_What the exercise asks_. All of the entries below should be returned verbatim, apart from the pictures.

_Data provided_.
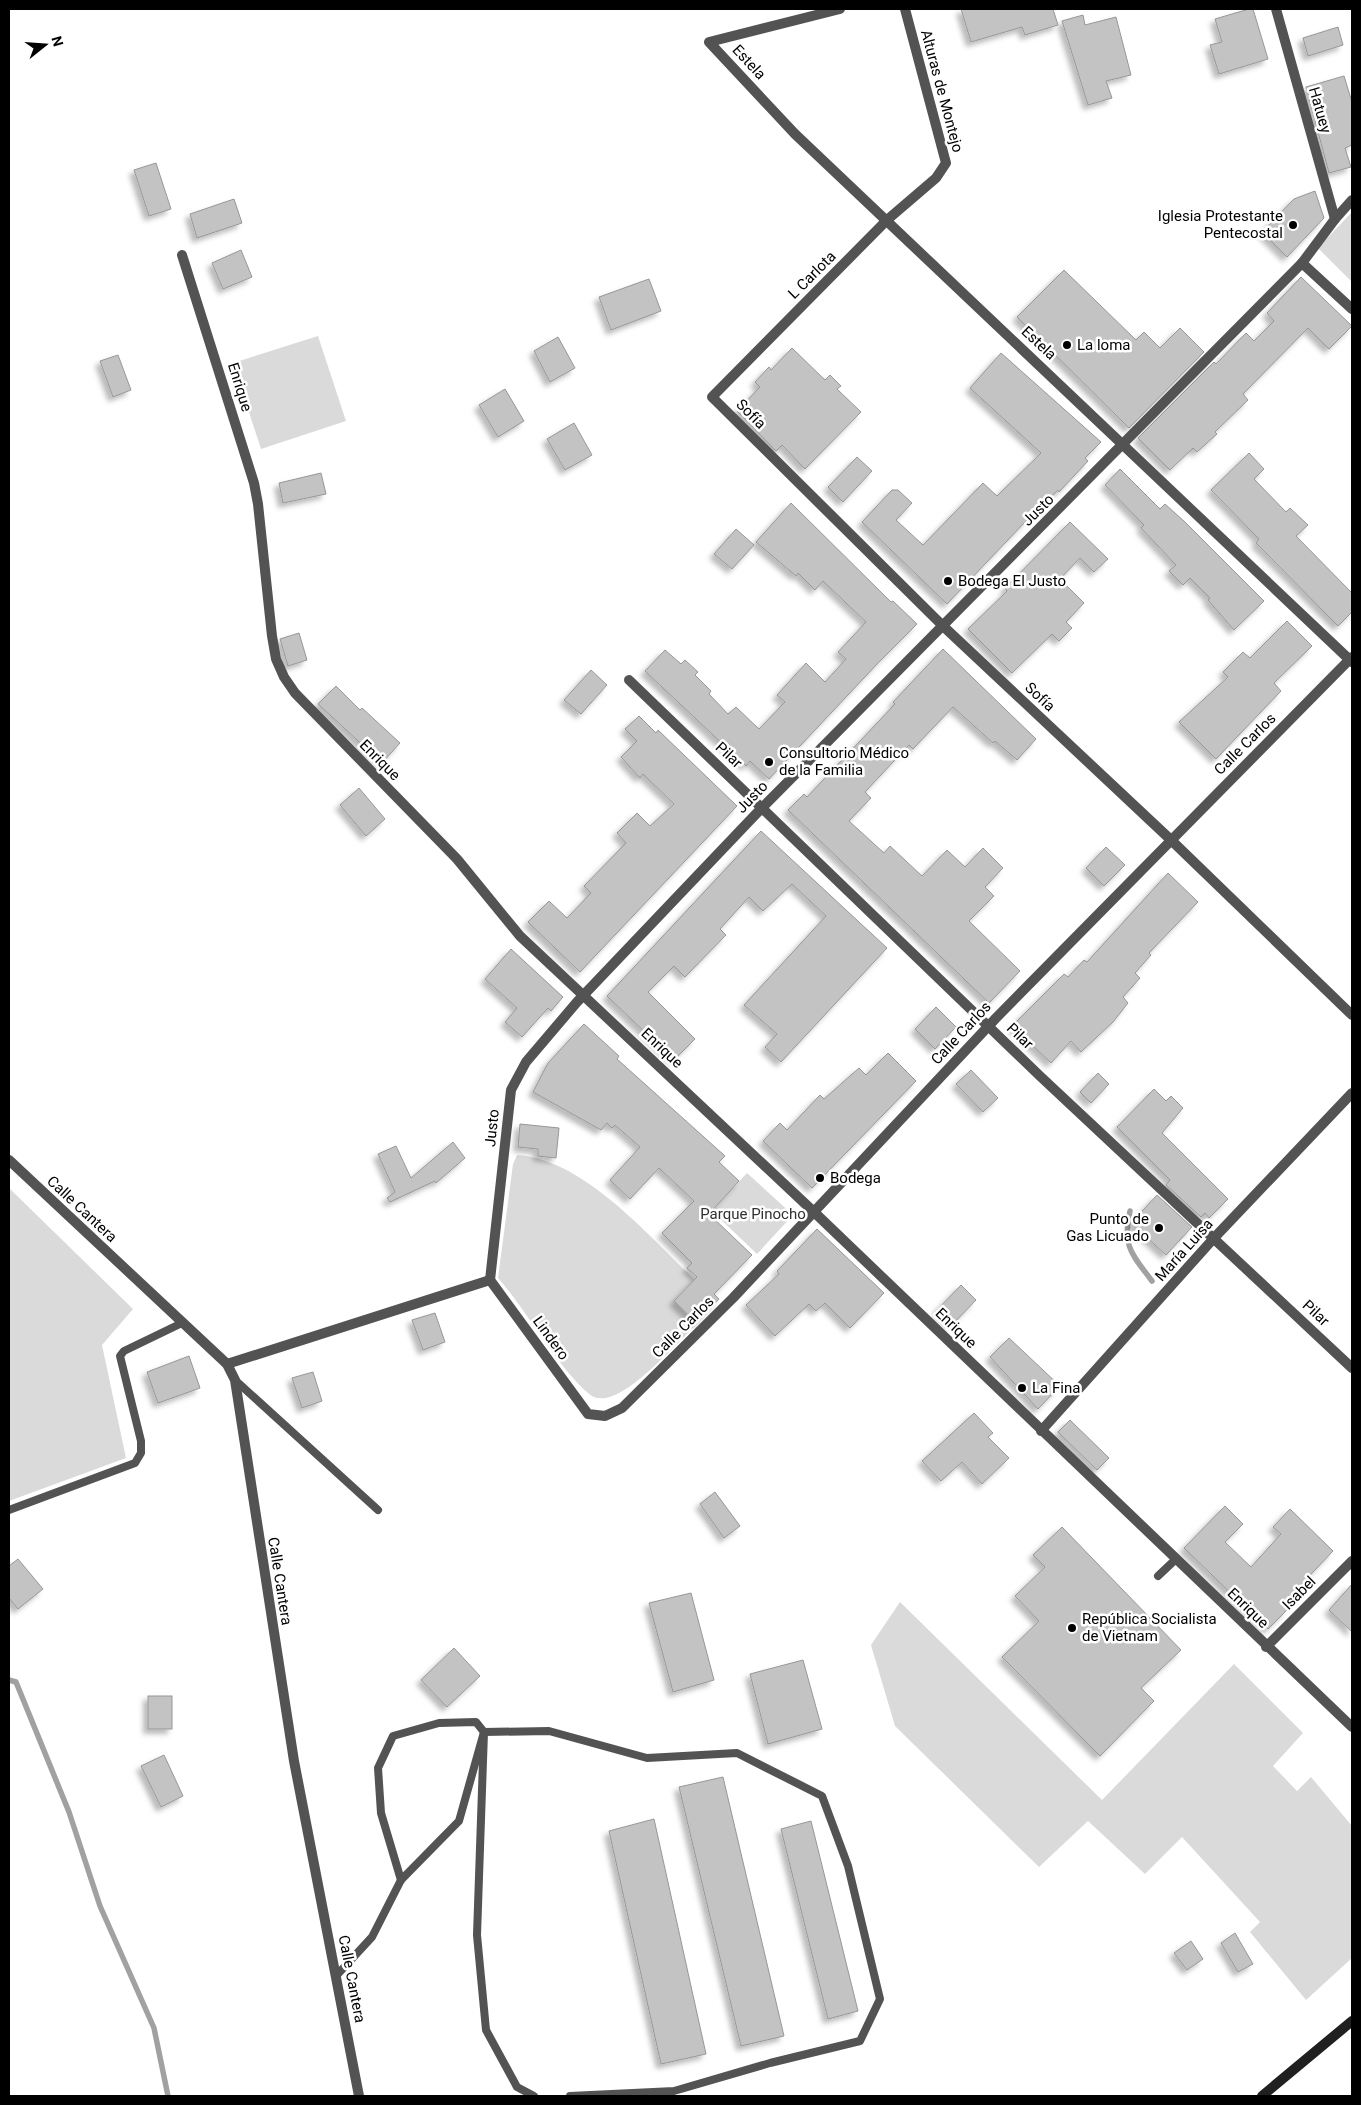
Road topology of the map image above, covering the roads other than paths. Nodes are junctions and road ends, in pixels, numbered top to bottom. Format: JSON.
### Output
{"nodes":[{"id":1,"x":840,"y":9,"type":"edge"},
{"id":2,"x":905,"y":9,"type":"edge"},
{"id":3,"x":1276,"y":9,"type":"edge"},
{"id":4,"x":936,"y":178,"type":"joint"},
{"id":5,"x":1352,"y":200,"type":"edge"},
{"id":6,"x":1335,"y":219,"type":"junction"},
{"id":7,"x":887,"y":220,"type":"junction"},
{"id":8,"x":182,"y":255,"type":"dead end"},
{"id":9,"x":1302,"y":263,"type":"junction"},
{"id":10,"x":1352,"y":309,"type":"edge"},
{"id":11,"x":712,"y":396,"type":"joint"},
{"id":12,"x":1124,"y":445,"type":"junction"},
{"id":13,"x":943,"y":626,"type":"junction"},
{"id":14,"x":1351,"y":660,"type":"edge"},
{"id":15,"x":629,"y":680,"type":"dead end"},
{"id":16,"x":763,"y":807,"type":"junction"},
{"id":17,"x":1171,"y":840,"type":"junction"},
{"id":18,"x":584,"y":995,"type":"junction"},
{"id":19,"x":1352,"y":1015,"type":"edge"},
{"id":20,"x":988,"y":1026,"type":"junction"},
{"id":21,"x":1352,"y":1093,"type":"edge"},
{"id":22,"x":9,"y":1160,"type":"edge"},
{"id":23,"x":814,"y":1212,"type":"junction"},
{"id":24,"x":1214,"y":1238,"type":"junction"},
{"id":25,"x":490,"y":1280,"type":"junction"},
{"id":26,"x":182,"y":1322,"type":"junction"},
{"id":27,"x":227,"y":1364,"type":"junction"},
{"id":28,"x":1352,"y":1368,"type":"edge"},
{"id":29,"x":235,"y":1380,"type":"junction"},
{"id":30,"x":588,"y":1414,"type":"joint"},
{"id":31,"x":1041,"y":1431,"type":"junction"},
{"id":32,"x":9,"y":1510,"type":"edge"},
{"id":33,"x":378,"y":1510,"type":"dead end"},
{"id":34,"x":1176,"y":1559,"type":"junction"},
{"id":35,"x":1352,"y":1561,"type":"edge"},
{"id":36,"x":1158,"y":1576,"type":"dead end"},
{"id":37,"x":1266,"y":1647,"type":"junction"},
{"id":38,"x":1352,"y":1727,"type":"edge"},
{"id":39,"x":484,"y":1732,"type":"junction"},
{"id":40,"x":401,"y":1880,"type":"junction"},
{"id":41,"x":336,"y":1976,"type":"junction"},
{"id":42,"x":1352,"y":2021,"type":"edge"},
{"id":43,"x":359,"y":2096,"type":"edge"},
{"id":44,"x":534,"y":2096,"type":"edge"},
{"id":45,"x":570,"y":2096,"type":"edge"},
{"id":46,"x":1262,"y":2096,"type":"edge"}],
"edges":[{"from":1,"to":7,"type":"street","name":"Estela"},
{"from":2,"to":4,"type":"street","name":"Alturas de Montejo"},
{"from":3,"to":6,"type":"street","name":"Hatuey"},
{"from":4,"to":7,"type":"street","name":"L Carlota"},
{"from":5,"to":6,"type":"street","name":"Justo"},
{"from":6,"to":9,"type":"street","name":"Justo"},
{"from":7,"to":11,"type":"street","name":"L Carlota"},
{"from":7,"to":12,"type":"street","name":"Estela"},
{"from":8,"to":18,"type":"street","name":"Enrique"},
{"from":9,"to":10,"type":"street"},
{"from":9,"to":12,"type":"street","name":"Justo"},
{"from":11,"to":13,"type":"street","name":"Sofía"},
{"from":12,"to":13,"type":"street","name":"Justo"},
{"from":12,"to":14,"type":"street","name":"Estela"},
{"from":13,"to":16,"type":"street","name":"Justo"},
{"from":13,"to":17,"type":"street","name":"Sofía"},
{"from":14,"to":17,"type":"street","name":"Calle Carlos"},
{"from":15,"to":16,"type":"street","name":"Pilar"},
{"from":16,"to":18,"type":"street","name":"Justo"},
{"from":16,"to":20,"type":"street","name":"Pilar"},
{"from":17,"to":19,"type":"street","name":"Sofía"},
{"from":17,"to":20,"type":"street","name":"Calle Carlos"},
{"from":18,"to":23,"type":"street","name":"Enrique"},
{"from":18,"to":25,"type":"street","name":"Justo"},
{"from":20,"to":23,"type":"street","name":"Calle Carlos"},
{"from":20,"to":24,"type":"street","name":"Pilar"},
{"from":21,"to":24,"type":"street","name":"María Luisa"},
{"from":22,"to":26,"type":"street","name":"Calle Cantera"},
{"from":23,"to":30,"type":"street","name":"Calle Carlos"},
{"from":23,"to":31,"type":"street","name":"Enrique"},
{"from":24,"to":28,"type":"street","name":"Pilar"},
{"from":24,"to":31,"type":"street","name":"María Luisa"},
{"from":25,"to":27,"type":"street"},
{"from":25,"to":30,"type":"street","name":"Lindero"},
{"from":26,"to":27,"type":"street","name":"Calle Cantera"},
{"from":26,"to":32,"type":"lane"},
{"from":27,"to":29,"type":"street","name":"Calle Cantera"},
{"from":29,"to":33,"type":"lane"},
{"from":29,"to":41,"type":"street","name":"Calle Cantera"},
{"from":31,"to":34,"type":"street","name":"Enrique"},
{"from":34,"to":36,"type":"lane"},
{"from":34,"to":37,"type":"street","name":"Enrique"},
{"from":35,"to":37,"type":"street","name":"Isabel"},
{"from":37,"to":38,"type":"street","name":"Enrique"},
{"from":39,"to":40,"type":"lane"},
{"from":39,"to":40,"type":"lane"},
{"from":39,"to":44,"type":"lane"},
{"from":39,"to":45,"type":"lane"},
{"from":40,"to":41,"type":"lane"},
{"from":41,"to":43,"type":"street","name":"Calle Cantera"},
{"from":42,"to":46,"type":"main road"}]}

_Task solution_.
Road topology of the map image above, covering the roads other than paths. Nodes are junctions and road ends, in pixels, numbered top to bottom. Format: JSON.
### Output
{"nodes":[{"id":1,"x":840,"y":9,"type":"edge"},
{"id":2,"x":905,"y":9,"type":"edge"},
{"id":3,"x":1276,"y":9,"type":"edge"},
{"id":4,"x":936,"y":178,"type":"joint"},
{"id":5,"x":1352,"y":200,"type":"edge"},
{"id":6,"x":1335,"y":219,"type":"junction"},
{"id":7,"x":887,"y":220,"type":"junction"},
{"id":8,"x":182,"y":255,"type":"dead end"},
{"id":9,"x":1302,"y":263,"type":"junction"},
{"id":10,"x":1352,"y":309,"type":"edge"},
{"id":11,"x":712,"y":396,"type":"joint"},
{"id":12,"x":1124,"y":445,"type":"junction"},
{"id":13,"x":943,"y":626,"type":"junction"},
{"id":14,"x":1351,"y":660,"type":"edge"},
{"id":15,"x":629,"y":680,"type":"dead end"},
{"id":16,"x":763,"y":807,"type":"junction"},
{"id":17,"x":1171,"y":840,"type":"junction"},
{"id":18,"x":584,"y":995,"type":"junction"},
{"id":19,"x":1352,"y":1015,"type":"edge"},
{"id":20,"x":988,"y":1026,"type":"junction"},
{"id":21,"x":1352,"y":1093,"type":"edge"},
{"id":22,"x":9,"y":1160,"type":"edge"},
{"id":23,"x":814,"y":1212,"type":"junction"},
{"id":24,"x":1214,"y":1238,"type":"junction"},
{"id":25,"x":490,"y":1280,"type":"junction"},
{"id":26,"x":182,"y":1322,"type":"junction"},
{"id":27,"x":227,"y":1364,"type":"junction"},
{"id":28,"x":1352,"y":1368,"type":"edge"},
{"id":29,"x":235,"y":1380,"type":"junction"},
{"id":30,"x":588,"y":1414,"type":"joint"},
{"id":31,"x":1041,"y":1431,"type":"junction"},
{"id":32,"x":9,"y":1510,"type":"edge"},
{"id":33,"x":378,"y":1510,"type":"dead end"},
{"id":34,"x":1176,"y":1559,"type":"junction"},
{"id":35,"x":1352,"y":1561,"type":"edge"},
{"id":36,"x":1158,"y":1576,"type":"dead end"},
{"id":37,"x":1266,"y":1647,"type":"junction"},
{"id":38,"x":1352,"y":1727,"type":"edge"},
{"id":39,"x":484,"y":1732,"type":"junction"},
{"id":40,"x":401,"y":1880,"type":"junction"},
{"id":41,"x":336,"y":1976,"type":"junction"},
{"id":42,"x":1352,"y":2021,"type":"edge"},
{"id":43,"x":359,"y":2096,"type":"edge"},
{"id":44,"x":534,"y":2096,"type":"edge"},
{"id":45,"x":570,"y":2096,"type":"edge"},
{"id":46,"x":1262,"y":2096,"type":"edge"}],
"edges":[{"from":1,"to":7,"type":"street","name":"Estela"},
{"from":2,"to":4,"type":"street","name":"Alturas de Montejo"},
{"from":3,"to":6,"type":"street","name":"Hatuey"},
{"from":4,"to":7,"type":"street","name":"L Carlota"},
{"from":5,"to":6,"type":"street","name":"Justo"},
{"from":6,"to":9,"type":"street","name":"Justo"},
{"from":7,"to":11,"type":"street","name":"L Carlota"},
{"from":7,"to":12,"type":"street","name":"Estela"},
{"from":8,"to":18,"type":"street","name":"Enrique"},
{"from":9,"to":10,"type":"street"},
{"from":9,"to":12,"type":"street","name":"Justo"},
{"from":11,"to":13,"type":"street","name":"Sofía"},
{"from":12,"to":13,"type":"street","name":"Justo"},
{"from":12,"to":14,"type":"street","name":"Estela"},
{"from":13,"to":16,"type":"street","name":"Justo"},
{"from":13,"to":17,"type":"street","name":"Sofía"},
{"from":14,"to":17,"type":"street","name":"Calle Carlos"},
{"from":15,"to":16,"type":"street","name":"Pilar"},
{"from":16,"to":18,"type":"street","name":"Justo"},
{"from":16,"to":20,"type":"street","name":"Pilar"},
{"from":17,"to":19,"type":"street","name":"Sofía"},
{"from":17,"to":20,"type":"street","name":"Calle Carlos"},
{"from":18,"to":23,"type":"street","name":"Enrique"},
{"from":18,"to":25,"type":"street","name":"Justo"},
{"from":20,"to":23,"type":"street","name":"Calle Carlos"},
{"from":20,"to":24,"type":"street","name":"Pilar"},
{"from":21,"to":24,"type":"street","name":"María Luisa"},
{"from":22,"to":26,"type":"street","name":"Calle Cantera"},
{"from":23,"to":30,"type":"street","name":"Calle Carlos"},
{"from":23,"to":31,"type":"street","name":"Enrique"},
{"from":24,"to":28,"type":"street","name":"Pilar"},
{"from":24,"to":31,"type":"street","name":"María Luisa"},
{"from":25,"to":27,"type":"street"},
{"from":25,"to":30,"type":"street","name":"Lindero"},
{"from":26,"to":27,"type":"street","name":"Calle Cantera"},
{"from":26,"to":32,"type":"lane"},
{"from":27,"to":29,"type":"street","name":"Calle Cantera"},
{"from":29,"to":33,"type":"lane"},
{"from":29,"to":41,"type":"street","name":"Calle Cantera"},
{"from":31,"to":34,"type":"street","name":"Enrique"},
{"from":34,"to":36,"type":"lane"},
{"from":34,"to":37,"type":"street","name":"Enrique"},
{"from":35,"to":37,"type":"street","name":"Isabel"},
{"from":37,"to":38,"type":"street","name":"Enrique"},
{"from":39,"to":40,"type":"lane"},
{"from":39,"to":40,"type":"lane"},
{"from":39,"to":44,"type":"lane"},
{"from":39,"to":45,"type":"lane"},
{"from":40,"to":41,"type":"lane"},
{"from":41,"to":43,"type":"street","name":"Calle Cantera"},
{"from":42,"to":46,"type":"main road"}]}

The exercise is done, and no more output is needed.